The nonprofit organization spent a summer passing the hat, launching SETI Stars to raise over $200,000 through online donations, including one from Contact star Jodie Foster, and teaming up with the U.S. Air Force, which hopes to use the facility for tracking objects in orbit. Scientists fired up the ATA on Monday, starting with some of the most recent discoveries by NASA’s Kepler space telescope. Jill Tarter, Director of the Center for SETI Research, said in a press release, “For the first time, we can point our telescopes at stars, and know that those stars actually host planetary systems – including at least one that begins to approximate an Earth analog in the habitable zone around its host star.”

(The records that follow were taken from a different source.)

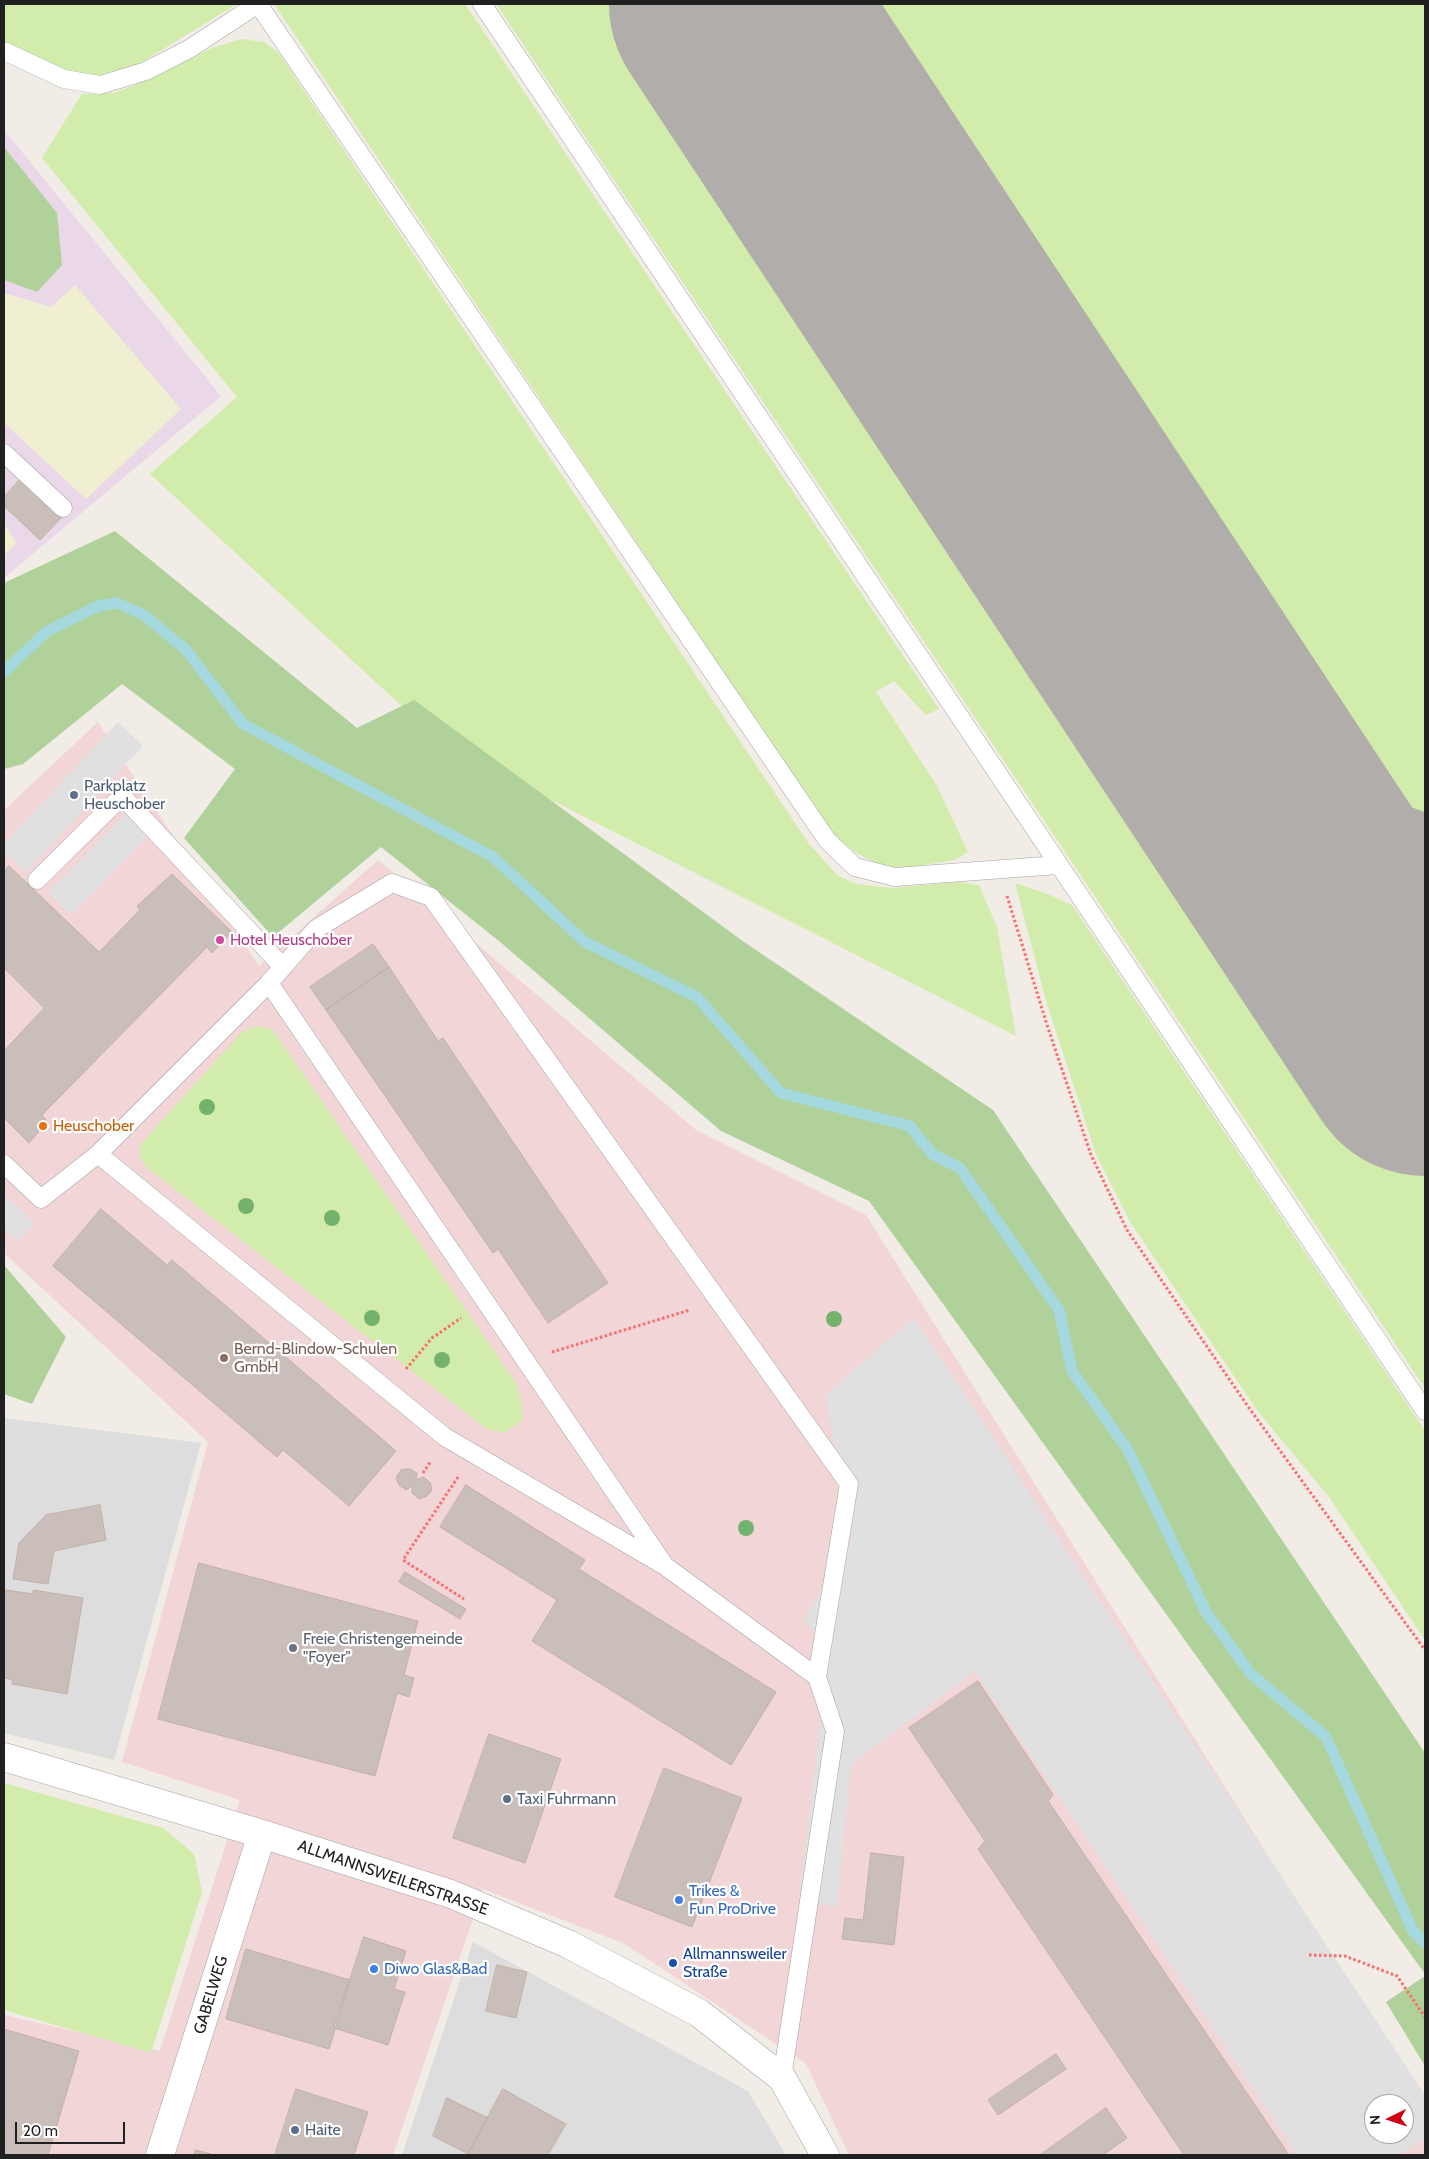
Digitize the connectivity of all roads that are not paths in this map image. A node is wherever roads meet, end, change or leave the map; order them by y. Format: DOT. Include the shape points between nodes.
graph roads {
  1 [pos="482,4"];
  2 [pos="4,50"];
  3 [pos="4,453"];
  4 [pos="63,508"];
  5 [pos="1058,865"];
  6 [pos="37,880"];
  7 [pos="283,967"];
  8 [pos="268,982"];
  9 [pos="98,1154"];
  10 [pos="4,1164"];
  11 [pos="1425,1411"];
  12 [pos="665,1566"];
  13 [pos="817,1677"];
  14 [pos="4,1757"];
  15 [pos="262,1834"];
  16 [pos="782,2078"];
  17 [pos="160,2155"];
  18 [pos="825,2155"];
  1 -- 5 [label="lane"];
  2 -- 5 [label="lane" via="64,79 100,85 146,72 258,4 827,840 855,867 895,877"];
  3 -- 4 [label="lane"];
  5 -- 11 [label="lane"];
  6 -- 7 [label="lane" via="122,796"];
  7 -- 8 [label="lane"];
  7 -- 13 [label="lane" via="316,929 392,883 431,897 849,1484"];
  8 -- 9 [label="lane"];
  8 -- 12 [label="lane"];
  9 -- 10 [label="lane" via="41,1199"];
  9 -- 12 [label="lane" via="445,1438"];
  12 -- 13 [label="lane"];
  13 -- 16 [label="lane" via="835,1731"];
  14 -- 15 [label="street, ALLMANNSWEILERSTRASSE"];
  15 -- 16 [label="street, ALLMANNSWEILERSTRASSE" via="451,1894 568,1944 699,2014"];
  15 -- 17 [label="street, GABELWEG"];
  16 -- 18 [label="street, ALLMANNSWEILERSTRASSE"];
}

The SETI Institute will continue to raise funds to keep the ATA running, and plans to spend the next two years studying the Kepler catalog. On the same day ATA went back online, the Kepler team confirmed they’d found their first planet, Kepler 22-b, orbiting in the habitable zone of a star similar to our sun.
December 2, 2010
Life As We Didn’t Know It
Score another one for the extremophiles.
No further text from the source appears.